As the city grew, its native sons also contributed to literary Chicago. Ben Hecht followed the Hemingway mode of working as both a newspaperman and a novelist, before writing screenplays in Hollywood. Nelson Algren continued the naturalist tradition of both Dreiser and Hemingway in such popular novels as The Man With The Golden Arm (1949). His nonfiction book, Chicago: A City On The Make (1951) became synonymous with the city’s image as a haven for hustlers and swindlers of all types.

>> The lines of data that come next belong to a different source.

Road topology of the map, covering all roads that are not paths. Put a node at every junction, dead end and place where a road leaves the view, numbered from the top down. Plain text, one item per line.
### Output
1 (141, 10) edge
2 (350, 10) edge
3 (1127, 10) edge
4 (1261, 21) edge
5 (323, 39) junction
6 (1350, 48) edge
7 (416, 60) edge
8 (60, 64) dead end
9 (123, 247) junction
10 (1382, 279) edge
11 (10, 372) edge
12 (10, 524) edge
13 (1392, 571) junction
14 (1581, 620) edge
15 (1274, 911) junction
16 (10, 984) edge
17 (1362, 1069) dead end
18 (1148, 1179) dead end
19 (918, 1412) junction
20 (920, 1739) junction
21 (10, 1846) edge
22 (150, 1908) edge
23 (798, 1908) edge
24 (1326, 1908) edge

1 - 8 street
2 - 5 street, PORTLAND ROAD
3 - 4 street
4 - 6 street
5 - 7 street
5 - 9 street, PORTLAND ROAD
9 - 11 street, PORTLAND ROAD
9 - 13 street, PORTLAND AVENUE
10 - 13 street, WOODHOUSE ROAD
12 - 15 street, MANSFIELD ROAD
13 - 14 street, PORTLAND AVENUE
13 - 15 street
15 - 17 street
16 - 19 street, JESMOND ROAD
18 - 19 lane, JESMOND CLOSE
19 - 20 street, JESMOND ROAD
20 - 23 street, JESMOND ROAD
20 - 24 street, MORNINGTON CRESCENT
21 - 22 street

“We were mad for literature,” wrote the novelist Saul Bellow of his West Side pals as they read and discussed Nietzsche and Spengler during the Depression-era 1930s. Bellow’s friends included Isaac Rosenfeld and Oscar Tarnov, both highly regarded novelists. It was Bellow, however, in such wide-ranging novels as The Adventures of Augie March (1953), Herzog (1964), Humboldt’s Gift (1975), The Dean’s December (1982) and Ravelstein (1999) who made the city come alive for millions of readers around the world. Bellow’s friend, Phillip Roth, was not a native of Chicago, but he used the city as the backdrop for his 1962 novel, Letting Go. Bette Howland, another writer in the Bellow orbit, captured the bleak side of the city in Blue In Chicago (1978).
Journalists competed with novelists to best capture the city’s frenetic pace. Studs Terkel was a broadcast journalist who, like Bellow, immortalized the city in such thick classics as Division Street (1967) and Working (1974), in which average Chicagoans talked into the tape recorder to tell the joys and anguish of everyday life in the imperial city. Mike Royko, the longtime newspaper columnist, also captured the city’s color in thousands of columns, some collected in such volumes as Sez Who? Sez Me (1983) and Like I Was Sayin’ (1985). Royko’s 1971 biography of longtime mayor Richard Daly, Boss, became another instant classic.

Central to the city’s intellectual life is the University of Chicago. The South Side-based institution has boasted numerous intellectuals vital to the growth of conservative thought in the United States. Its faculty has included such Nobel Prize Laureates as Milton Friedman and Frederick von Hayek, both of whom championed free market economics in a Keynesian age, and in the process changed the world’s mind about how next to achieve prosperity.

University of Chicago

Other University of Chicago professors who fought a rearguard action for the traditional West were Leo Strauss, Edwards Shils, Richard Weaver and Allan Bloom. Weaver’s Ideas Have Consequences (1948) became a defining text in the bid to attract traditionalists and libertarians under the same conservative banner. Bloom’s 1987 best seller The Closing Of The American Mind put the author at ground central of the coming culture wars of the 1990s and beyond. The university, under the legendary leadership of Robert Hutchins, became famous for championing the “Great Books” pro-Western curriculum, which became the source of both its fame and controversy. Also central to American conservatism was the Chicago-based Regnery Gateway publishing house, which introduced the public to such prolific authors as Russell Kirk and William F. Buckley, Jr. before making the move to the more prosperous pastures of Washington, DC.

Recent decades have seen the rise of such bestselling authors as Scott Turow, plus James Atlas, Bellow’s first major biographer. A most prolific author has been the essayist, Joseph Epstein. A literary and cultural critic, Epstein has been a keen, if somber, observer of American life for decades, culminating in his longtime editorship of The American Scholar. His many thought-provoking books include Essays In Biography (2012) and A Literary Education (2014).

Life in Chicago, Bellow once maintained, is an ongoing high wire act. Will the city make it or eventually collapse? Plenty of writers will be chronicling the city’s trajectory as the years unwind.